Fortran openMP - make code faster

Dear all, I’m working on a code that makes use of openMP. Unfortunately the code is still too slow for my purposes. I would greatly appreciate any suggestion on how to speed it up.

I tried to explain where the bottleneck is in the comments in the code: in step 4 there are three nested loops over x_c,b_c,k_c and inside there is another loop for a maximization. I parallelized with openMP only the outermost loop, the one over x_c. I tried to collapse all thee loops and it works but is slower. Just to give you a better idea about the size of the problem:
nx = 60
nb = 80
nk = 100
and I have a PC with 8 physical cores.
PLEASE SEE comment below for a minimum working example

!=============================================================!

module mymod
implicit none
    contains

    
PURE FUNCTION locate(xx,x)
    IMPLICIT NONE
    REAL(8), DIMENSION(:), INTENT(IN) :: xx
    REAL(8), INTENT(IN) :: x
    INTEGER :: locate
    INTEGER :: n,il,im,iu
    n=size(xx)
    il=0
    iu=n+1
    do
	    if (iu-il <= 1) exit
	    im=(iu+il)/2
	    if (x >= xx(im)) then
		    il=im
	    else
		    iu=im
	    end if
    end do
    if (x == xx(1)) then
	    locate=1
    else if (x == xx(n)) then
	    locate=n-1
    else
	    locate=il
    end if
END FUNCTION locate
!===============================================================================!
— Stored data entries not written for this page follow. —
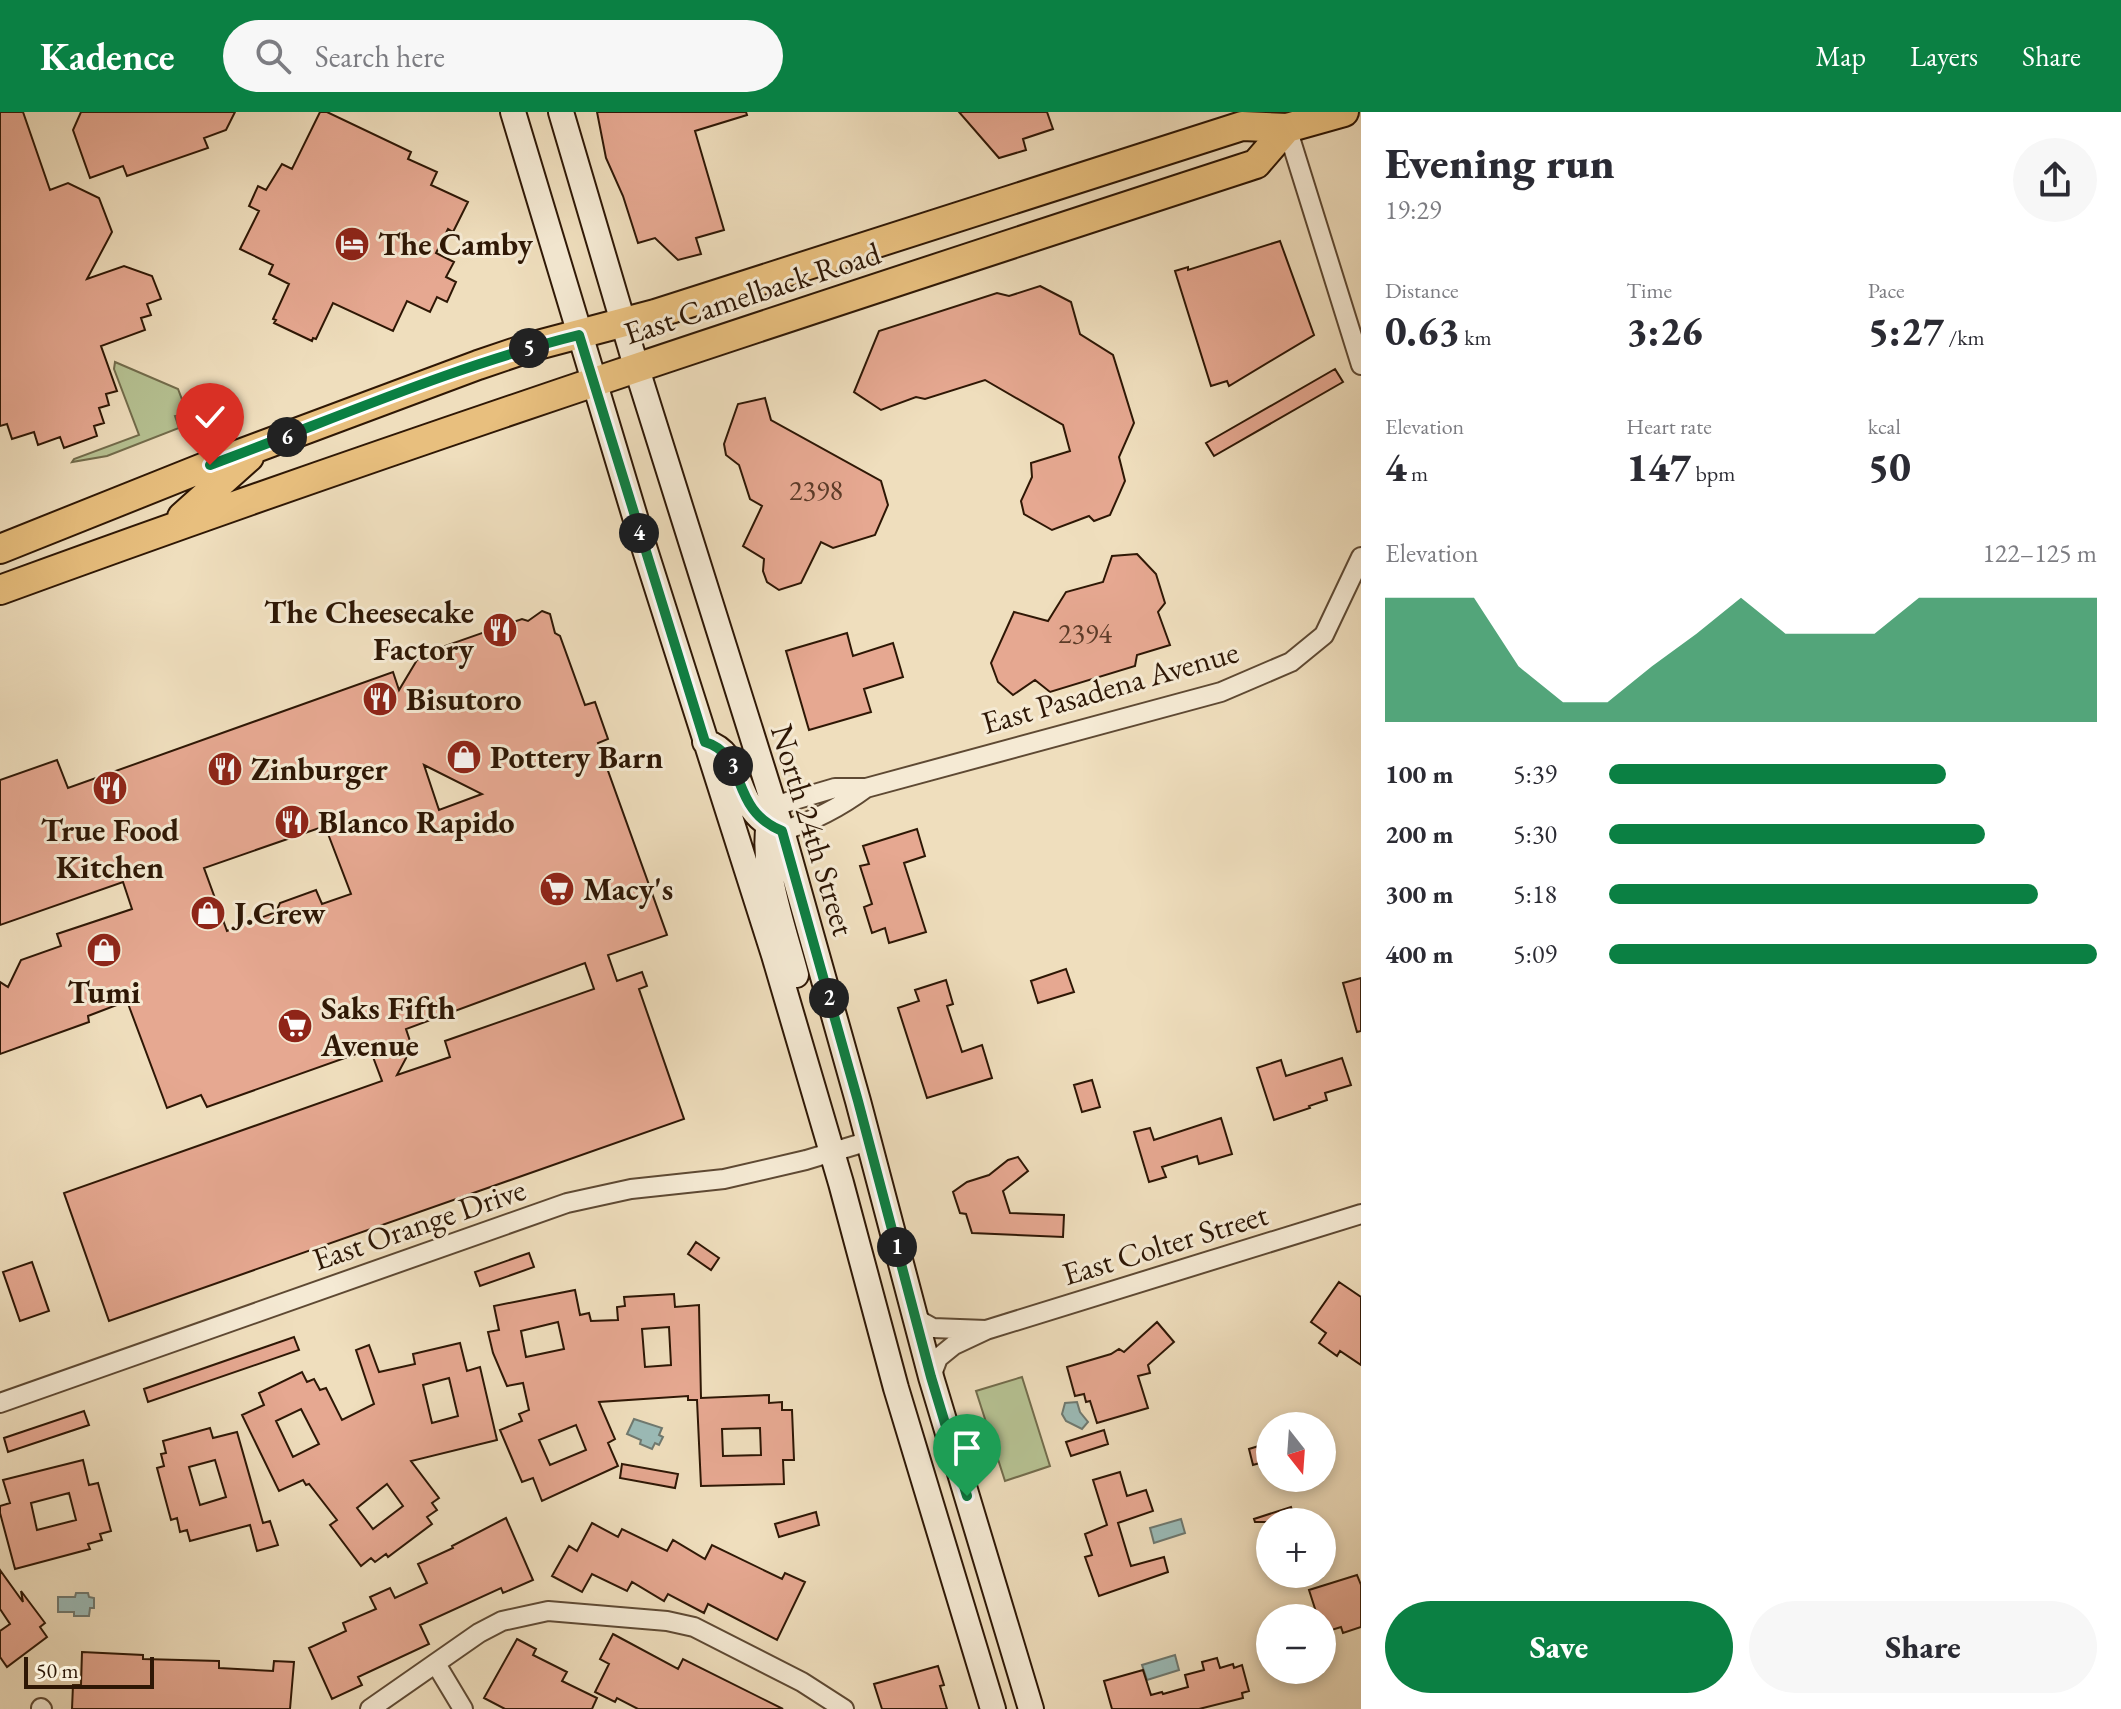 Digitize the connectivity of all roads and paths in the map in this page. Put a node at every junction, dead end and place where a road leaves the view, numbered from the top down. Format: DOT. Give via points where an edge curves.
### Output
graph roads {
  1 [pos="513,112"];
  2 [pos="561,112"];
  3 [pos="1344,112"];
  4 [pos="1287,128"];
  5 [pos="623,324"];
  6 [pos="579,335"];
  7 [pos="1361,365"];
  8 [pos="636,366"];
  9 [pos="593,381"];
  10 [pos="262,446"];
  11 [pos="169,528"];
  12 [pos="0,549"];
  13 [pos="1361,557"];
  14 [pos="1,590"];
  15 [pos="705,742"];
  16 [pos="866,788"];
  17 [pos="774,821"];
  18 [pos="869,1141"];
  19 [pos="832,1153"];
  20 [pos="1361,1214"];
  21 [pos="915,1318"];
  22 [pos="986,1330"];
  23 [pos="931,1377"];
  24 [pos="0,1403"];
  25 [pos="436,1664"];
  26 [pos="465,1708"];
  27 [pos="370,1709"];
  28 [pos="844,1709"];
  29 [pos="993,1709"];
  30 [pos="1031,1709"];
  1 -- 6 [label="main road"];
  2 -- 5 [label="main road, North 24th Street"];
  3 -- 4 [label="main road, East Camelback Road"];
  4 -- 5 [label="main road, East Camelback Road" via="1242,126"];
  4 -- 7 [label="street"];
  4 -- 8 [label="main road, East Camelback Road" via="1256,164"];
  5 -- 6 [label="main road, East Camelback Road"];
  5 -- 8 [label="main road, North 24th Street"];
  6 -- 9 [label="main road"];
  6 -- 10 [label="main road, East Camelback Road" via="478,365"];
  8 -- 9 [label="main road, East Camelback Road"];
  8 -- 17 [label="main road, North 24th Street"];
  9 -- 11 [label="main road, East Camelback Road"];
  9 -- 15 [label="main road"];
  10 -- 11 [label="main road"];
  10 -- 12 [label="main road, East Camelback Road"];
  11 -- 14 [label="main road, East Camelback Road"];
  13 -- 16 [label="street, East Pasadena Avenue" via="1324,635 1291,662 1227,690"];
  15 -- 17 [label="main road" via="729,757 746,802"];
  15 -- 19 [label="main road"];
  16 -- 17 [label="street, East Pasadena Avenue" via="829,813"];
  16 -- 17 [label="street, East Pasadena Avenue" via="835,788"];
  17 -- 18 [label="main road, North 24th Street"];
  17 -- 19 [label="main road" via="766,848 833,1117"];
  18 -- 19 [label="street, East Orange Drive"];
  18 -- 21 [label="main road, North 24th Street"];
  19 -- 24 [label="street, East Orange Drive" via="724,1179 631,1189 567,1203"];
  19 -- 29 [label="main road"];
  20 -- 22 [label="street, East Colter Street"];
  21 -- 22 [label="street, East Colter Street" via="933,1328"];
  21 -- 23 [label="main road, North 24th Street"];
  22 -- 23 [label="street, East Colter Street" via="938,1358"];
  23 -- 30 [label="main road, North 24th Street"];
  25 -- 26 [label="street"];
  25 -- 27 [label="street"];
  25 -- 28 [label="street" via="479,1633 524,1614 563,1611 667,1621 694,1627"];
}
PURE FUNCTION locate_equi(x_grid,xi) result(jl)
    IMPLICIT NONE
	! Declare inputs
    REAL(8), INTENT(IN) :: x_grid(:)
    REAL(8), INTENT(IN) :: xi
	! Declare function result 
    INTEGER :: jl
    INTEGER :: n
	REAL(8) :: step, xi_min 
    
	n      = size(x_grid)
    step   = x_grid(2)-x_grid(1)
	xi_min = xi-x_grid(1)
	
	jl     = min(n-1,max(1,floor(xi_min/step)+1))
	
END FUNCTION locate_equi
!===============================================================================!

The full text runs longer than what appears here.